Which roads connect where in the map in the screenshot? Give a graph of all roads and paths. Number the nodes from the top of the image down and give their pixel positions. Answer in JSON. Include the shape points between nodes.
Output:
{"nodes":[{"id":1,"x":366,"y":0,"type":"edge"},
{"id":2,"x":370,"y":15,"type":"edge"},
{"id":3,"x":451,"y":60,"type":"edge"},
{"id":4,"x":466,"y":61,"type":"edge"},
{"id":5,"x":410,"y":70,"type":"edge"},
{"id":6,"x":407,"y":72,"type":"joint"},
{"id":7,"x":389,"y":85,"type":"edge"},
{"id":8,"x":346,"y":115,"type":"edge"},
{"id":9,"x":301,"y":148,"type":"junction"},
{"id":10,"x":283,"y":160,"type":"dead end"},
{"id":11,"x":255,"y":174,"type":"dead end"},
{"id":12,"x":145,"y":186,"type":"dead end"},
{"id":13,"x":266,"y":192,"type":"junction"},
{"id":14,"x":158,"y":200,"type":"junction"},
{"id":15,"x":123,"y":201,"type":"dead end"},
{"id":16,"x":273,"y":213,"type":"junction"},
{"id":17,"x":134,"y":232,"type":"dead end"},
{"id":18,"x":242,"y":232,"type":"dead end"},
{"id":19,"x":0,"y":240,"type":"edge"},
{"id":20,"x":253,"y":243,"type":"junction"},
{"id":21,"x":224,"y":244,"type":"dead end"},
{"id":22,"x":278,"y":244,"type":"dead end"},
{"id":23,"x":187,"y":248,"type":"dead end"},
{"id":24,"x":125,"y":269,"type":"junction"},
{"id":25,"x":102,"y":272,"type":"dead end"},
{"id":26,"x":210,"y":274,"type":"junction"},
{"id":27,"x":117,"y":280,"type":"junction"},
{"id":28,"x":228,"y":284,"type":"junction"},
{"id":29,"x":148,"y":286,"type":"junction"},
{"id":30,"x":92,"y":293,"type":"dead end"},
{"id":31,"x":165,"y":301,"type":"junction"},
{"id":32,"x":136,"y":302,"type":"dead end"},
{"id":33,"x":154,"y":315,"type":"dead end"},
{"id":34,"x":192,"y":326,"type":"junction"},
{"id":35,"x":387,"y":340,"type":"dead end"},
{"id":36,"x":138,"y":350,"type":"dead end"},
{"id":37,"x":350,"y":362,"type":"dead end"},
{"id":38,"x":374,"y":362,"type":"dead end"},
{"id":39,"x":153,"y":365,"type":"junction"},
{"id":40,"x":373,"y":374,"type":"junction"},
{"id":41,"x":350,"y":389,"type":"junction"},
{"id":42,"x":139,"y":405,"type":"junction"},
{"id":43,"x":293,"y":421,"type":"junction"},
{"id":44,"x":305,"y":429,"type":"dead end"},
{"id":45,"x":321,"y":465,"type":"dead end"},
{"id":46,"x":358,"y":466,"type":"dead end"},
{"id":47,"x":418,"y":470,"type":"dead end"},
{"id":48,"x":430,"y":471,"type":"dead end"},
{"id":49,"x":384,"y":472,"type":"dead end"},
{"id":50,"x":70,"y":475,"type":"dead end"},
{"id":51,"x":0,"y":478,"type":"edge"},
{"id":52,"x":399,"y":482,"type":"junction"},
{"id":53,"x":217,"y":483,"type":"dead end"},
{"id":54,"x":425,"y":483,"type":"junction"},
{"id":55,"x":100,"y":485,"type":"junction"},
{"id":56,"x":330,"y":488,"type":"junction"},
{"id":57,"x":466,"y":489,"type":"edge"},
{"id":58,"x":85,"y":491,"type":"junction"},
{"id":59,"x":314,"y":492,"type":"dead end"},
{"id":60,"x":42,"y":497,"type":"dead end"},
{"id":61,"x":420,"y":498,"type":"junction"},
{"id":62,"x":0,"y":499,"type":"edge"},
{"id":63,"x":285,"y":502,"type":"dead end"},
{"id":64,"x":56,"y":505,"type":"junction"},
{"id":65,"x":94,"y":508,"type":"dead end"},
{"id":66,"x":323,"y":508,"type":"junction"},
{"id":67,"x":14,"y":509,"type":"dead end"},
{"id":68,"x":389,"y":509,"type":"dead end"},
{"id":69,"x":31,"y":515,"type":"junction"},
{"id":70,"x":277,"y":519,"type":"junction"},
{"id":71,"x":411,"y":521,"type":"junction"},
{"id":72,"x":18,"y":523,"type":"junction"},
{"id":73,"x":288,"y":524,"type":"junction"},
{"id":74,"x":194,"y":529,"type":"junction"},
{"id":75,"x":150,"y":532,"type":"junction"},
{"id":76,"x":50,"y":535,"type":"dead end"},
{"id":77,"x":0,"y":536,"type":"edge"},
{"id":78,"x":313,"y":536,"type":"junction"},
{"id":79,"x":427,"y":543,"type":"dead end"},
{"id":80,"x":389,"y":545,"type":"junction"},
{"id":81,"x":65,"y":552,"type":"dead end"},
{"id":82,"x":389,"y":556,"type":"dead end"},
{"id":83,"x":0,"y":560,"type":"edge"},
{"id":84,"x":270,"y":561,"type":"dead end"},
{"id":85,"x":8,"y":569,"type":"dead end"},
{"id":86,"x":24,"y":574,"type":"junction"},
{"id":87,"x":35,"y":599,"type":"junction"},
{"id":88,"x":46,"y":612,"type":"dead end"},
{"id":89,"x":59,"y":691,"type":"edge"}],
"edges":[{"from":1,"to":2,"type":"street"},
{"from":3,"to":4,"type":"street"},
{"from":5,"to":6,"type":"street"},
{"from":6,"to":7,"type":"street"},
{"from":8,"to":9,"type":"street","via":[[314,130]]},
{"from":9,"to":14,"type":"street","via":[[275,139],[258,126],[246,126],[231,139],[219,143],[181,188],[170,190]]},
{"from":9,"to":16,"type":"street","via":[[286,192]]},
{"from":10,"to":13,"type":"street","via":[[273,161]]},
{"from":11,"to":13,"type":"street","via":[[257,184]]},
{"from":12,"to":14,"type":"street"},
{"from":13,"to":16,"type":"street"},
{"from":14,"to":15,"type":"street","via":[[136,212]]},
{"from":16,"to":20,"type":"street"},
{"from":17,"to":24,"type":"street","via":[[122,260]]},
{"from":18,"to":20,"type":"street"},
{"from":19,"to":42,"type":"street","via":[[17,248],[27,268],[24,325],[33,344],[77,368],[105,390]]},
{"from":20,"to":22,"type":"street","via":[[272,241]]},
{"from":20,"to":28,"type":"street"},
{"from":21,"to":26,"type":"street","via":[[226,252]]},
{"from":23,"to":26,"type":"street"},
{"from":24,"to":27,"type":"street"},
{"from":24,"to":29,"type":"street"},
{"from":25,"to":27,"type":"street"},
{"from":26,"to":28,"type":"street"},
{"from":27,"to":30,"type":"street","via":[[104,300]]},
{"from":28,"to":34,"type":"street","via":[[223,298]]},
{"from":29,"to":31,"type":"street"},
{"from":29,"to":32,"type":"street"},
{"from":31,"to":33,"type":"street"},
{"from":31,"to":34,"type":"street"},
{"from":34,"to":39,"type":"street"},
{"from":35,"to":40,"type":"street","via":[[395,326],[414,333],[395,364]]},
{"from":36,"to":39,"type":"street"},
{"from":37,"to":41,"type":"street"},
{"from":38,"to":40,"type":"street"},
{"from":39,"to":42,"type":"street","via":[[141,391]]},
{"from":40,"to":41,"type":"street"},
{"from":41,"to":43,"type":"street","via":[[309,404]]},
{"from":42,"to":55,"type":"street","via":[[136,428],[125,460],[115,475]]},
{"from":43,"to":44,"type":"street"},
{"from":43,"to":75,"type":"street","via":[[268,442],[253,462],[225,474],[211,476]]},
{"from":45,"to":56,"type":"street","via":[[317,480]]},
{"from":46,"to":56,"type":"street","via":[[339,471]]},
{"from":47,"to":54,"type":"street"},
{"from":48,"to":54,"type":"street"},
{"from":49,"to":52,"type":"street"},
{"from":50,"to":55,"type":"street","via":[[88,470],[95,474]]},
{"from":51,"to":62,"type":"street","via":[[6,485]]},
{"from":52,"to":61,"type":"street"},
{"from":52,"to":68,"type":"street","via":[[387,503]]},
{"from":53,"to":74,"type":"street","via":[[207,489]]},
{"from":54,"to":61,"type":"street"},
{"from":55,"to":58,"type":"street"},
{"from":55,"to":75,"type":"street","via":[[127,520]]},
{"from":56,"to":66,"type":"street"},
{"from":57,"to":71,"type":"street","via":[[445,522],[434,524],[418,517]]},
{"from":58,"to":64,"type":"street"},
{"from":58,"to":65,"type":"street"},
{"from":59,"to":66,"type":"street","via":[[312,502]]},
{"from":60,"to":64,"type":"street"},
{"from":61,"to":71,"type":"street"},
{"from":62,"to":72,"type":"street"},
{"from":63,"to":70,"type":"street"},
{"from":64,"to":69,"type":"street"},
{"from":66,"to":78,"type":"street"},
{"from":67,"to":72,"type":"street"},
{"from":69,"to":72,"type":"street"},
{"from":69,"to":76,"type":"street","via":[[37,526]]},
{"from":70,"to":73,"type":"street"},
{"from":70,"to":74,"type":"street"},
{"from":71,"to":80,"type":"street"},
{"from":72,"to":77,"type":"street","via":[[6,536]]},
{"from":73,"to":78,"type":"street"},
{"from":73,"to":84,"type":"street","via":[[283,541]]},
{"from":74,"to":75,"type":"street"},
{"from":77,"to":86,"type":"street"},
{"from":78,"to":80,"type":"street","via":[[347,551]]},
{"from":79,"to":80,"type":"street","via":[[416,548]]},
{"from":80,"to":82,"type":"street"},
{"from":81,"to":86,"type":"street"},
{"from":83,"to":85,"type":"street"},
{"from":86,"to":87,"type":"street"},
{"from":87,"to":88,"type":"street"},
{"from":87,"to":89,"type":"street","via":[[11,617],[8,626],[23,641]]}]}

● ● ●

Whenever a line of the data above includes the word "nodes", copy that line.

▶ **Answer**:
Which roads connect where in the map in the screenshot? Give a graph of all roads and paths. Number the nodes from the top of the image down and give their pixel positions. Answer in JSON. Include the shape points between nodes.
{"nodes":[{"id":1,"x":366,"y":0,"type":"edge"},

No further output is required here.